I was mostly trying to get run-tests.sh to work on jenkins in a backwards-compatible way without requiring $CONFIGSRC/config.yml but since we're going all in on config.yml anyway, I worked with Fernando and we did this instead: https://dev.arvados.org/issues/15492

Ah. Maybe this is a tangent now, but... I see run-tests.sh also has some code to write its own config.yml. We also still have $temp/arvados.yml, written by run_controller() in run_test_server.py. Maybe we could simplify all this by just setting ARVADOS_CONFIG to $temp/arvados.yml the same way we set ARVADOS_API_TOKEN etc., so (except where we override it) everything uses the same config during tests?
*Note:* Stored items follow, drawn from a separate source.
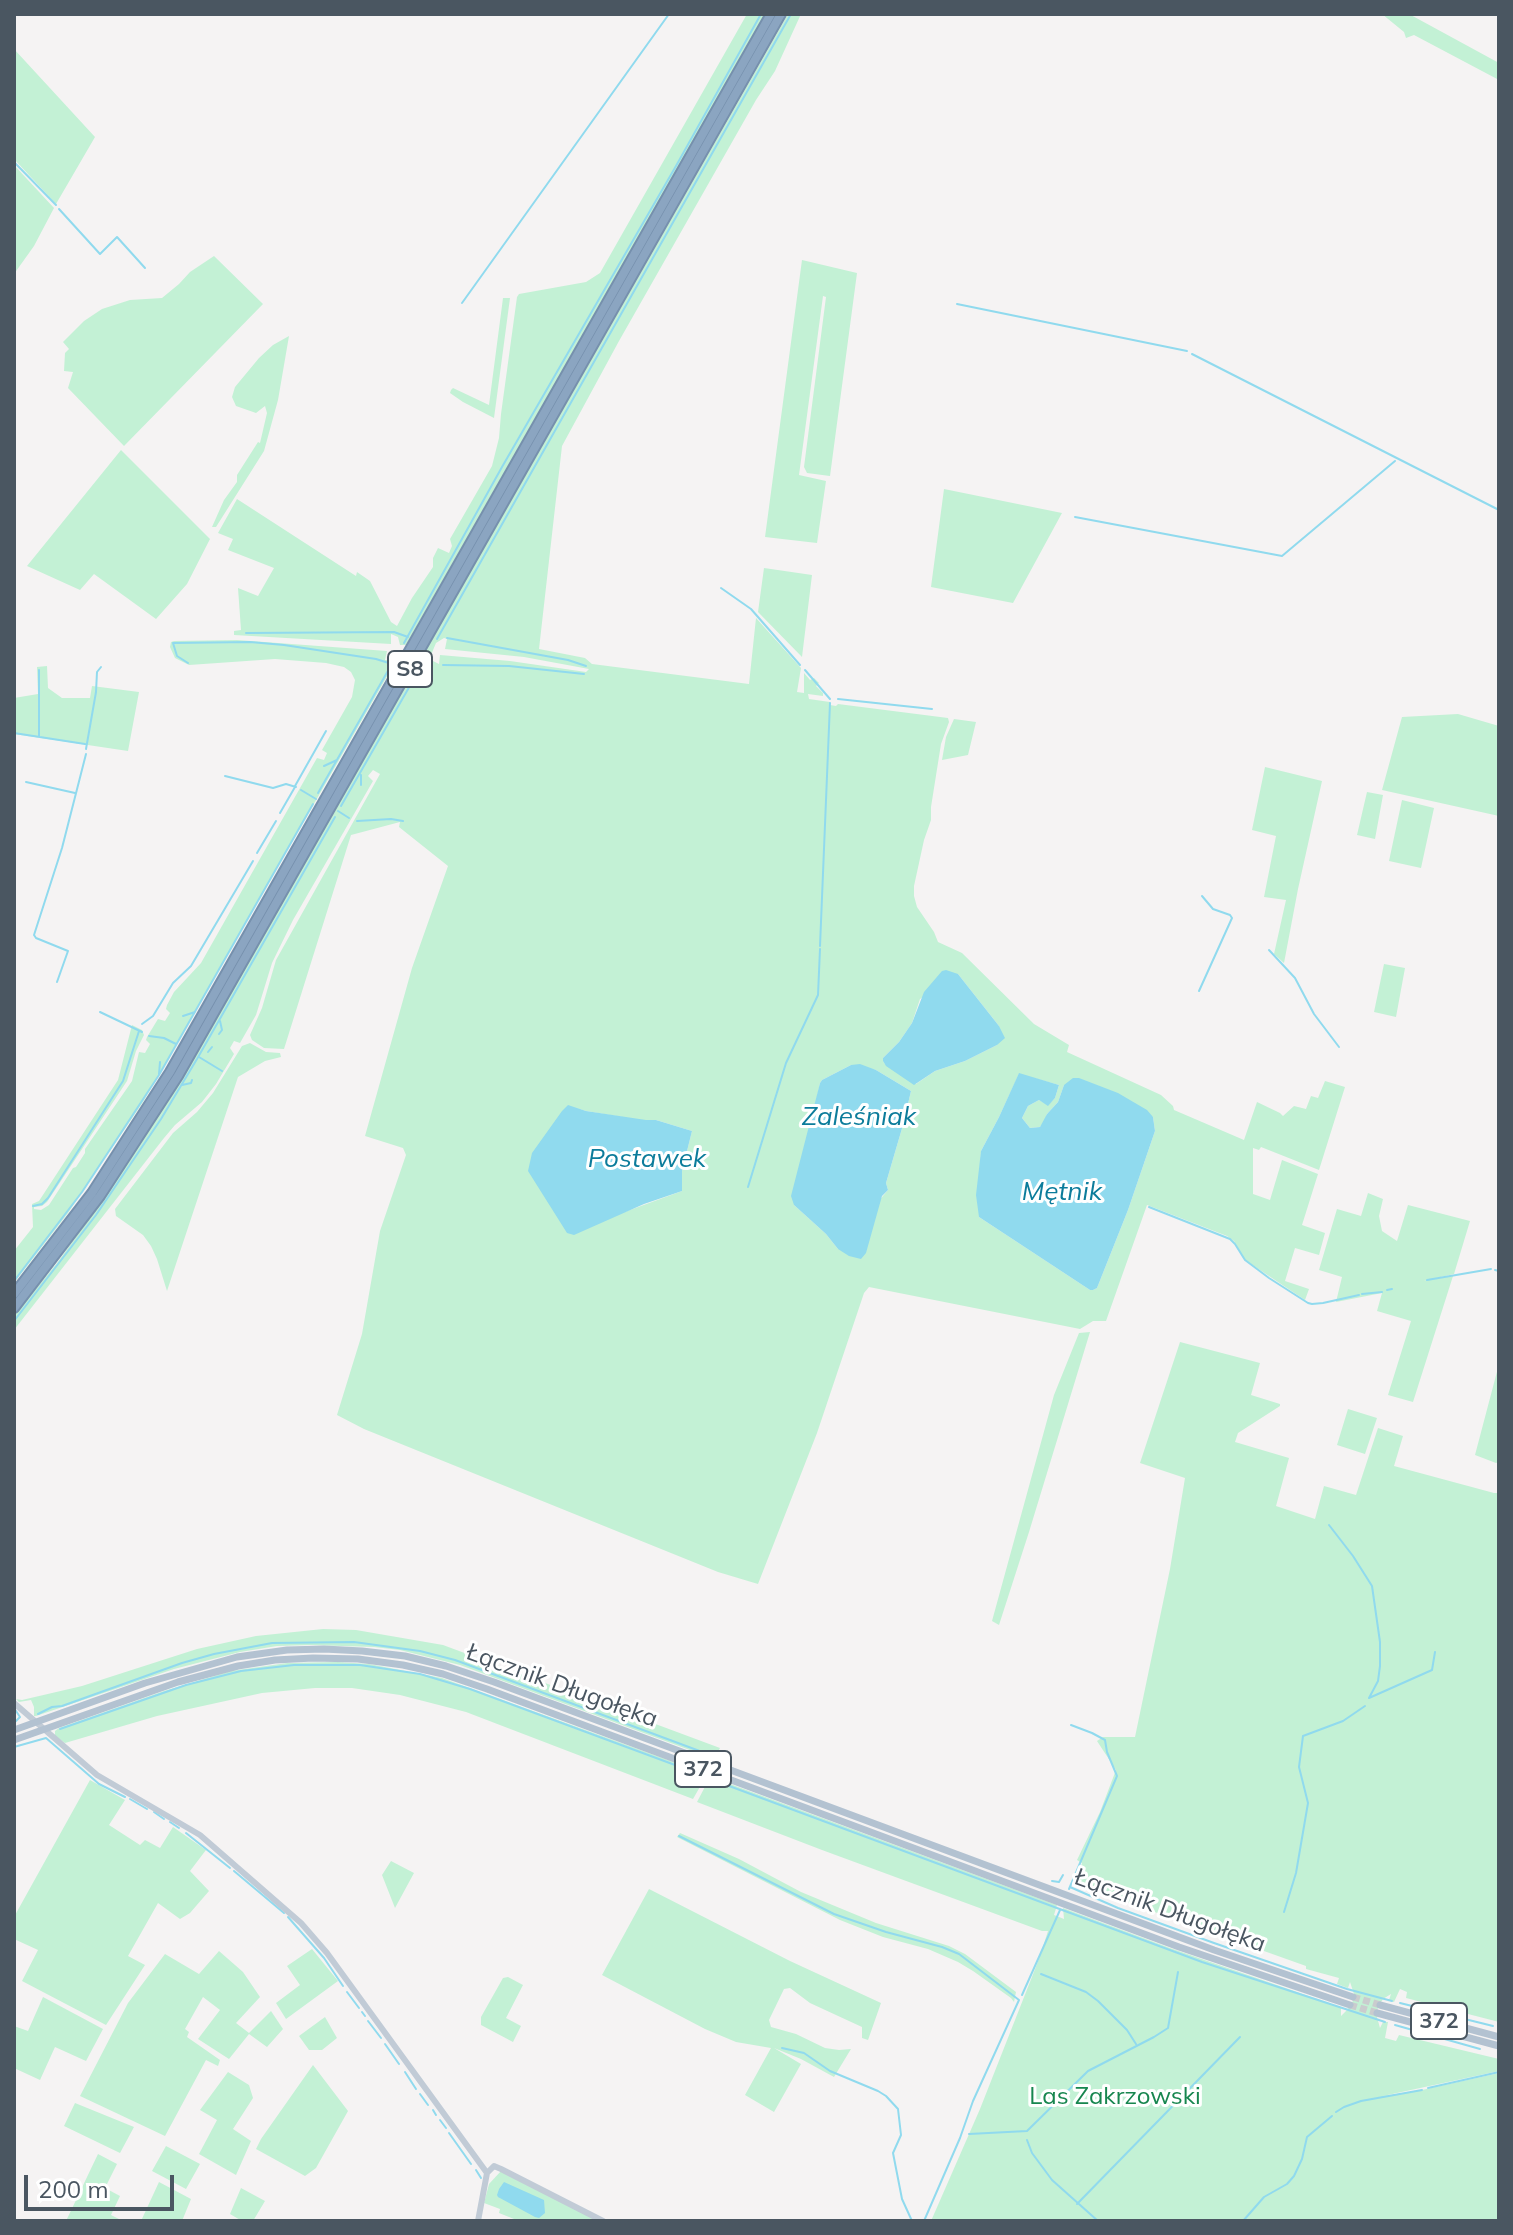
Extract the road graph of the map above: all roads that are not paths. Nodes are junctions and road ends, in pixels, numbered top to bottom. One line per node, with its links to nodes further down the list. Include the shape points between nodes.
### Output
1 (771, 14): 3 (highway, S8, via 170,1072 92,1193)
2 (781, 14): 4 (highway, S8, via 178,1076 100,1196)
3 (14, 1294)
4 (14, 1308)
5 (14, 1703): 6 (street)
6 (35, 1722): 7 (street); 7 (main road, Łącznik Długołęka / 372, via 237,1657 337,1649 420,1659 1352,2001 1179,1947 487,1689 417,1668 331,1658 248,1664 178,1682); 8 (main road, Łącznik Długołęka / 372)
7 (44, 1729): 9 (main road, Łącznik Długołęka / 372); 12 (street, via 97,1775 200,1835 301,1923)
8 (14, 1730)
9 (14, 1740)
10 (1499, 2037): 11 (main road, 372, via 1378,2009)
11 (1499, 2046)
12 (487, 2173): 13 (street); 14 (street, via 494,2166)
13 (478, 2221)
14 (603, 2221)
#15 Updated by Peter Amstutz 4 months ago

Tom Clegg wrote:

Peter Amstutz wrote:

I was mostly trying to get run-tests.sh to work on jenkins in a backwards-compatible way without requiring $CONFIGSRC/config.yml but since we're going all in on config.yml anyway, I worked with Fernando and we did this instead: https://dev.arvados.org/issues/15492

Ah. Maybe this is a tangent now, but... I see run-tests.sh also has some code to write its own config.yml. We also still have $temp/arvados.yml, written by run_controller() in run_test_server.py. Maybe we could simplify all this by just setting ARVADOS_CONFIG to $temp/arvados.yml the same way we set ARVADOS_API_TOKEN etc., so (except where we override it) everything uses the same config during tests?
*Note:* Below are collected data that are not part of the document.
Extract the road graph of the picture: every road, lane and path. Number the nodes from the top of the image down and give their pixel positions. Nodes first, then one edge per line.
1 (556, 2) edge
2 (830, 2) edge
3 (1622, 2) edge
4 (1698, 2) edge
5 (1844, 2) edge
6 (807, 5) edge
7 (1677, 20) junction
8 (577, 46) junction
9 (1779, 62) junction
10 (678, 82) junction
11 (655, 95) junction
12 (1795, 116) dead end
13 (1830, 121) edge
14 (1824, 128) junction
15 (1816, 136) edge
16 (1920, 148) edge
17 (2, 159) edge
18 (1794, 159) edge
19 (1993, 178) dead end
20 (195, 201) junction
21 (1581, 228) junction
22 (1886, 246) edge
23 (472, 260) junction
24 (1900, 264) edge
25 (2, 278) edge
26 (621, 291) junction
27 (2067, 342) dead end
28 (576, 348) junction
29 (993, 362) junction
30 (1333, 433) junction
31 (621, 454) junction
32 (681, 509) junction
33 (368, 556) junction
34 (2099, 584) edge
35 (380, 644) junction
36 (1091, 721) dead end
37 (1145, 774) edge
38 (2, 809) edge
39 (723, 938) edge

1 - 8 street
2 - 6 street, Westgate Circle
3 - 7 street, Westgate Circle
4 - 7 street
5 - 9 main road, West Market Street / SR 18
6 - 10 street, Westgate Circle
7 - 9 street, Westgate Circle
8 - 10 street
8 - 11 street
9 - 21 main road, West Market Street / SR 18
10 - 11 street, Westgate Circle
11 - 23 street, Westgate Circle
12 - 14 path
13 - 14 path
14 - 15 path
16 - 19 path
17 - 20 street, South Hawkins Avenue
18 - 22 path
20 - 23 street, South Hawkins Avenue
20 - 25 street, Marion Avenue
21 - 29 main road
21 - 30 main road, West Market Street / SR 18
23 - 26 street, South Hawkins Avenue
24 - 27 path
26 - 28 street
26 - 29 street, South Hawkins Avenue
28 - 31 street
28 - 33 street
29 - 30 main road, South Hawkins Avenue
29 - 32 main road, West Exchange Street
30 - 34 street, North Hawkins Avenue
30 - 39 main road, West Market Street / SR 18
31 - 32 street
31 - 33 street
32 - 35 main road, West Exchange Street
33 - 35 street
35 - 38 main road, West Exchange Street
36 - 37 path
Alright, this required a bit of refactoring, but now run_test_server.py has a "setup_config" option which assigns ports for all the components, writes a config file, and exports ARVADOS_CONFIG to be used for the remainder of the test run. Various code involving endpoints now looks at Services.*.InternalURLs/ExternalURL in arvados.yml. I removed the code for reading/writing *.port files and various other bits that are obsoleted by the new config.

It's possible there are a few loose ends, I can't test on jenkins at the moment.

14717-ws-new-config @ 84058ef2f2142a2ced249d2bc02e8556ae268c6e

#16 Updated by Peter Amstutz 4 months ago

rebased 14717-ws-new-config @ 59a2d537f3450407aa48e32645d92a5246c046fe

#17 Updated by Peter Amstutz 4 months ago

14717-ws-new-config @ f89b45c97b047298c86dd58d5da8c07aa3d7d27e

Passed tests (finally):

https://ci.curoverse.com/view/Developer/job/developer-run-tests/1430/

Just waiting for comments / sign off.

#19 Updated by Tom Clegg 4 months ago

Peter Amstutz wrote:

based on 14713-cds-new-config branch so that one probably needs to merge first.

Is this still true? (Meanwhile I should be reviewing the diff 40e3249b1...639789ffd, right?)

#20 Updated by Peter Amstutz 4 months ago

Tom Clegg wrote:

Peter Amstutz wrote:

based on 14713-cds-new-config branch so that one probably needs to merge first.

Is this still true? (Meanwhile I should be reviewing the diff 40e3249b1...639789ffd, right?)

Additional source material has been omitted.